Consequences, by Duncan Battman

Wednesday, 18 August, 2010

Jigsaw puzzle murder

Edinburgh 10 – Sweet Grassmarket – 5-15 August­­ 2010 – 14.35 (1:10)

Consequences is an intriguing and thought-provoking play from writer Duncan Battman which stubbornly refuses to yield its secrets.

The occasionally darkly-comic drama opens with two policemen arriving at a house to discover the rotting body of an elderly man.  The younger policeman, Danny (Mark Butt), finds a suicide note in the fridge confessing to the murder of a prostitute – a crime which was attributed to a local man who later committed suicide in jail.  Alan (Martin Pritchard), Danny’s sergeant, was involved in the original case but insists that the procedure of the day was followed, much to the disgust of his younger colleague.

The story is taken up by the apparent murderer, a librarian called Norman (Tony Broughton), who appears on stage in a spotlight – an apparent ghost – who explains how he ingeniously hid the body and his need to “attempt to put things right” with his confession.
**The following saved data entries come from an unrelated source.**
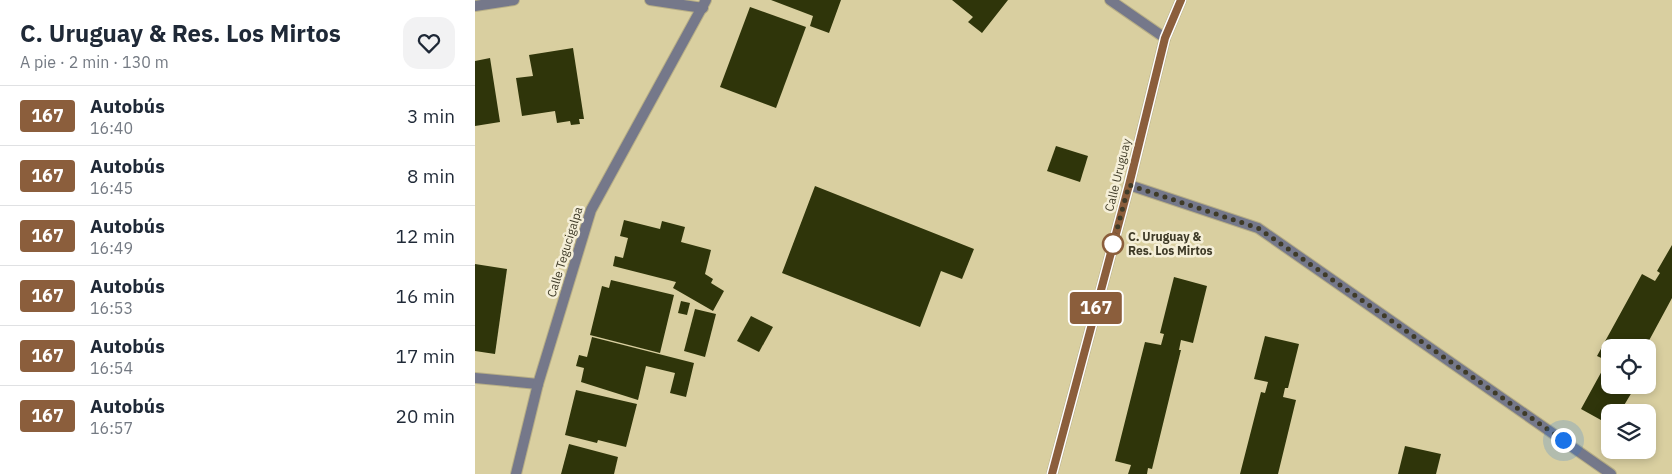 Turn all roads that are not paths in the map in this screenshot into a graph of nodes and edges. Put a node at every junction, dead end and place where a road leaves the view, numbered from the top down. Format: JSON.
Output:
{"nodes":[{"id":1,"x":514,"y":0,"type":"edge"},
{"id":2,"x":650,"y":0,"type":"edge"},
{"id":3,"x":1110,"y":0,"type":"edge"},
{"id":4,"x":1181,"y":0,"type":"edge"},
{"id":5,"x":704,"y":4,"type":"edge"},
{"id":6,"x":475,"y":6,"type":"edge"},
{"id":7,"x":1165,"y":38,"type":"junction"},
{"id":8,"x":1129,"y":185,"type":"junction"},
{"id":9,"x":475,"y":378,"type":"edge"},
{"id":10,"x":538,"y":384,"type":"junction"},
{"id":11,"x":516,"y":474,"type":"edge"},
{"id":12,"x":1052,"y":474,"type":"edge"},
{"id":13,"x":1611,"y":474,"type":"edge"}],
"edges":[{"from":1,"to":6,"type":"street"},
{"from":2,"to":5,"type":"street"},
{"from":3,"to":7,"type":"street"},
{"from":4,"to":7,"type":"street","name":"Calle Uruguay"},
{"from":5,"to":10,"type":"street","name":"Calle Tegucigalpa"},
{"from":7,"to":8,"type":"street","name":"Calle Uruguay"},
{"from":8,"to":12,"type":"street","name":"Calle Uruguay"},
{"from":8,"to":13,"type":"street"},
{"from":9,"to":10,"type":"street"},
{"from":10,"to":11,"type":"street","name":"Calle Tegucigalpa"}]} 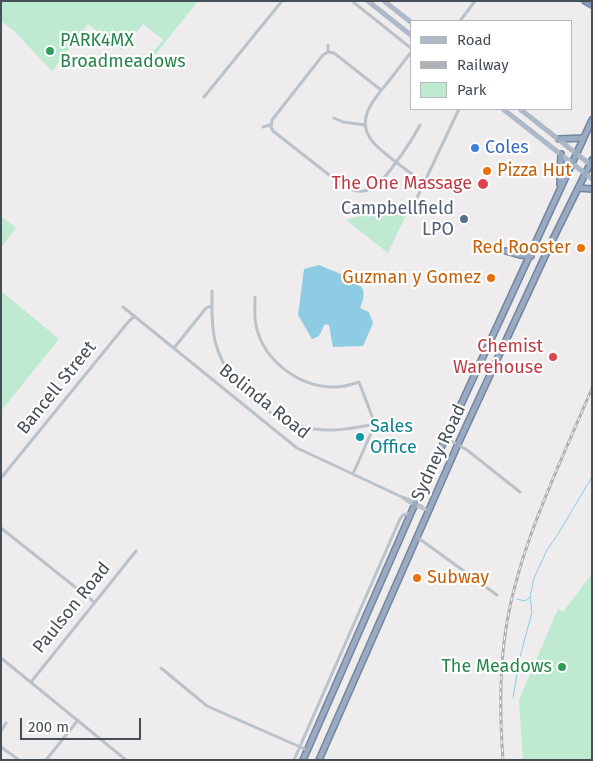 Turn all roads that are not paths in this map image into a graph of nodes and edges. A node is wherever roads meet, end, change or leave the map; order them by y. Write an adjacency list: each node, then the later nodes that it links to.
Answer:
1 (282, 1): 18 (street)
2 (352, 1): 14 (street)
3 (368, 1): 12 (main road)
4 (384, 1): 9 (main road)
5 (394, 1): 9 (street)
6 (475, 1): 10 (street)
7 (585, 1): 8 (highway)
8 (592, 5)
9 (390, 6): 11 (main road)
10 (461, 20)
11 (410, 21)
12 (410, 34)
13 (328, 45): 15 (street)
14 (410, 48)
15 (328, 52): 17 (street); 24 (street)
16 (410, 53): 17 (street)
17 (381, 90): 25 (street)
18 (204, 97)
19 (459, 110): 39 (street)
20 (504, 110): 29 (main road)
21 (521, 110): 28 (main road)
22 (334, 118): 25 (street)
23 (592, 120): 30 (highway, Sydney Road)
24 (270, 125): 27 (street); 34 (street)
25 (365, 125): 34 (street)
26 (420, 125): 34 (street)
27 (263, 127)
28 (546, 129): 29 (main road); 31 (main road)
29 (540, 137): 33 (main road)
30 (583, 138): 31 (highway); 32 (highway, Sydney Road)
31 (560, 139): 32 (main road)
32 (576, 152): 35 (highway, Sydney Road); 36 (main road)
33 (561, 154): 35 (main road); 42 (highway)
34 (397, 162): 39 (street)
35 (572, 163): 37 (main road); 42 (highway, Sydney Road)
36 (591, 163): 37 (highway, Sydney Road)
37 (586, 174): 38 (main road); 40 (highway, Sydney Road)
38 (592, 179)
39 (424, 183): 43 (street)
40 (579, 188): 41 (highway); 54 (highway, Sydney Road)
41 (592, 189)
42 (560, 190): 45 (highway, Sydney Road)
43 (415, 202)
44 (506, 251): 45 (highway)
45 (530, 256): 53 (highway, Sydney Road)
46 (212, 291): 48 (street)
47 (255, 297): 52 (street)
48 (212, 306): 51 (street); 52 (street)
49 (123, 307): 50 (street, Bolinda Road)
50 (134, 316): 51 (street, Bolinda Road); 56 (street, Bancell Street)
51 (174, 348): 55 (street, Bolinda Road)
52 (375, 424): 55 (street)
53 (446, 438): 54 (street); 58 (highway, Sydney Road)
54 (458, 444): 57 (street); 59 (highway, Sydney Road)
55 (353, 474): 58 (street, Bolinda Road)
56 (1, 478)
57 (520, 492)
58 (416, 504): 59 (street, Bolinda Road); 60 (highway, Sydney Road)
59 (428, 511): 62 (highway, Sydney Road)
60 (411, 513): 66 (street, Sydney Road); 67 (highway, Sydney Road)
61 (1, 528): 65 (street)
62 (416, 537): 64 (street); 77 (highway, Sydney Road)
63 (136, 551): 65 (street, Paulson Road)
64 (497, 595)
65 (94, 602): 70 (street, Paulson Road)
66 (352, 627): 67 (street); 75 (street, Sydney Road)
67 (359, 631): 76 (highway, Sydney Road)
68 (1, 658): 70 (street)
69 (161, 668): 75 (street)
70 (30, 682): 71 (street)
71 (78, 720): 78 (street); 80 (street)
72 (6, 723): 73 (street)
73 (1, 731)
74 (1, 747): 79 (street)
75 (300, 747): 76 (street); 81 (street, Sydney Road)
76 (308, 750): 82 (highway, Sydney Road)
77 (323, 750): 83 (highway, Sydney Road); 84 (street)
78 (124, 759)
79 (19, 760)
80 (46, 760)
81 (294, 760)
82 (303, 760)
83 (319, 760)
84 (323, 760)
He is joined by the spirit of Cilla (Sarah Roberts), the dead prostitute, and they tell how the unlikely pair met when Cilla found refuge in Norman’s library, hiding from the drug dealers she owed money to.  Norman agrees to let her stay at his house, where he lives alone following his mother’s death a decade earlier, and their friendship begins to grow.  It is only whent they start to become close that the possible reasons behind Cilla’s grisly end begin to become apparent.

As this tale is told the action occasionally flits back to the policeman arguing over the morality of destroying the confession and the multiple victims of the crime.  Stark contrast is made between the modern police force and the way suspects were treated in the good/bad old days.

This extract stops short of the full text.